THE PROBLEM:
Your answer must be a single number: how many lines of the data include "Gwrgan".

◆ ◆ ◆ ◆ ◆ ◆ ◆

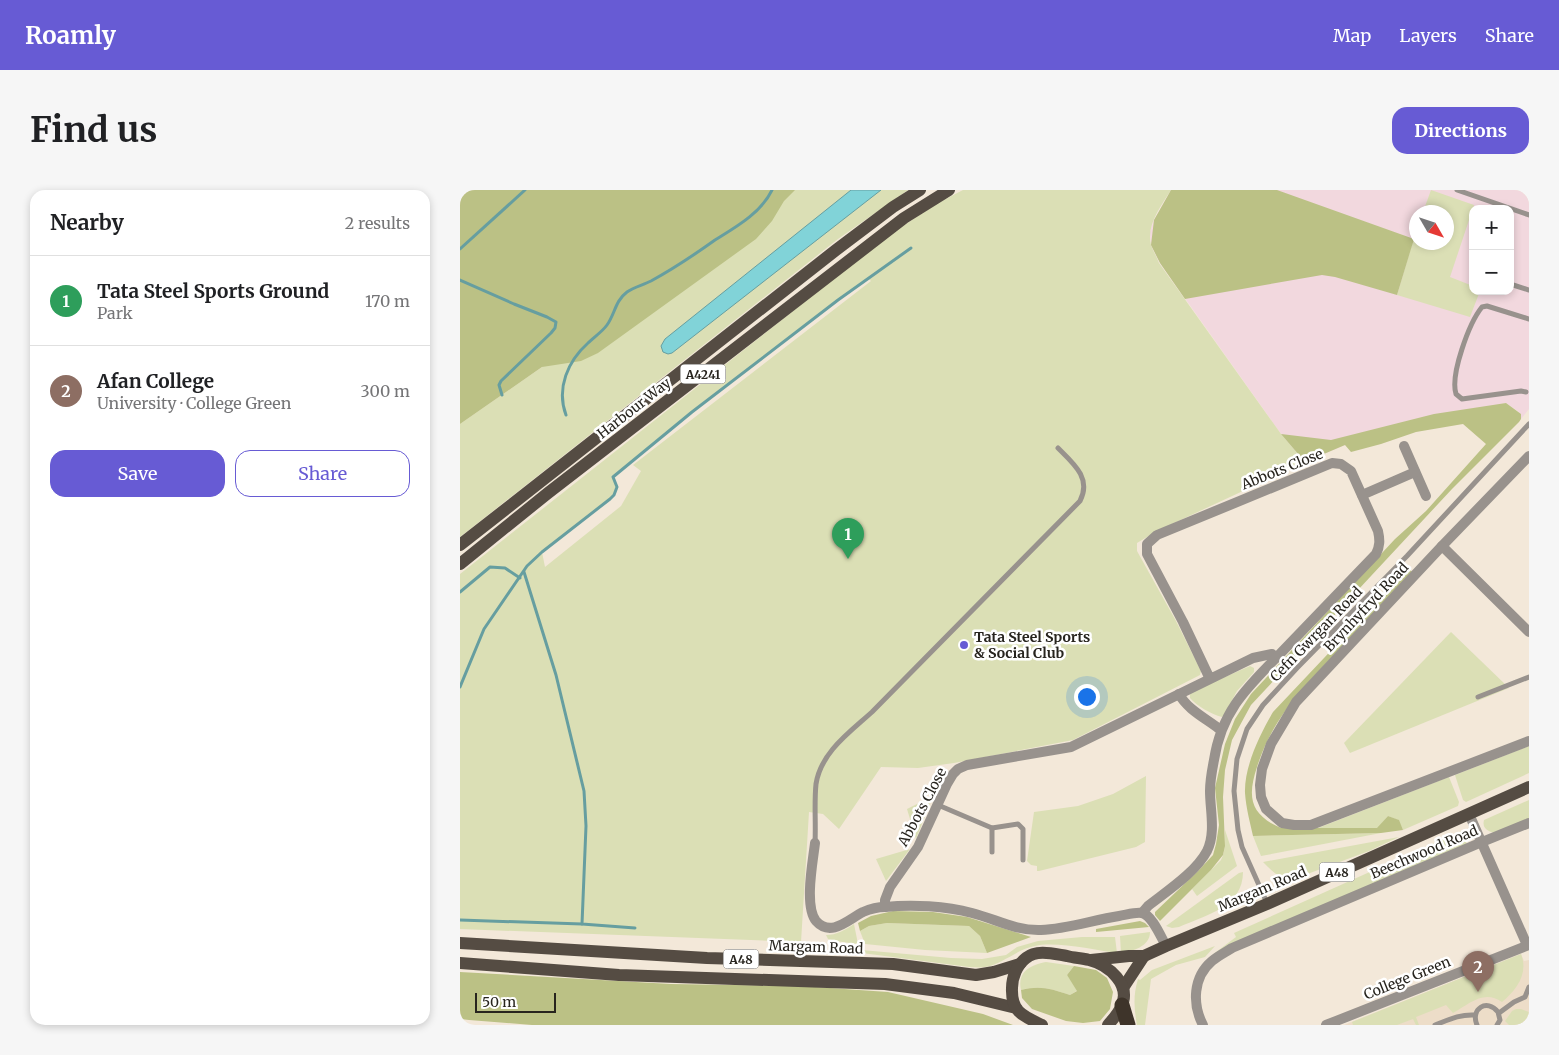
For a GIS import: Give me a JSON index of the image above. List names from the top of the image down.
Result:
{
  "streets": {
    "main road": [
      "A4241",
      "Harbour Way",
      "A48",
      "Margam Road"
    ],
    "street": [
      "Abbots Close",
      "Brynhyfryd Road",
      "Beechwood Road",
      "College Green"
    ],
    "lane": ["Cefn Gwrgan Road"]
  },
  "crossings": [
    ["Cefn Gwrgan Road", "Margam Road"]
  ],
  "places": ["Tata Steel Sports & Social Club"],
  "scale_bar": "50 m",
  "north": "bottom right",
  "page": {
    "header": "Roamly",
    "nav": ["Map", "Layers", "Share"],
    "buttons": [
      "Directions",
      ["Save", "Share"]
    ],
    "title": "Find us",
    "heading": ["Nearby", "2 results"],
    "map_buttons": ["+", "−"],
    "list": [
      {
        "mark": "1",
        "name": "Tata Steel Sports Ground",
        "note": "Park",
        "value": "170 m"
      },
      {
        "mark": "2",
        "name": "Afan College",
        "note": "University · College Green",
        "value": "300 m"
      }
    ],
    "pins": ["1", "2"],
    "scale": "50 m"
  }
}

◆ ◆ ◆ ◆ ◆ ◆ ◆

COMPLETED TASK:
2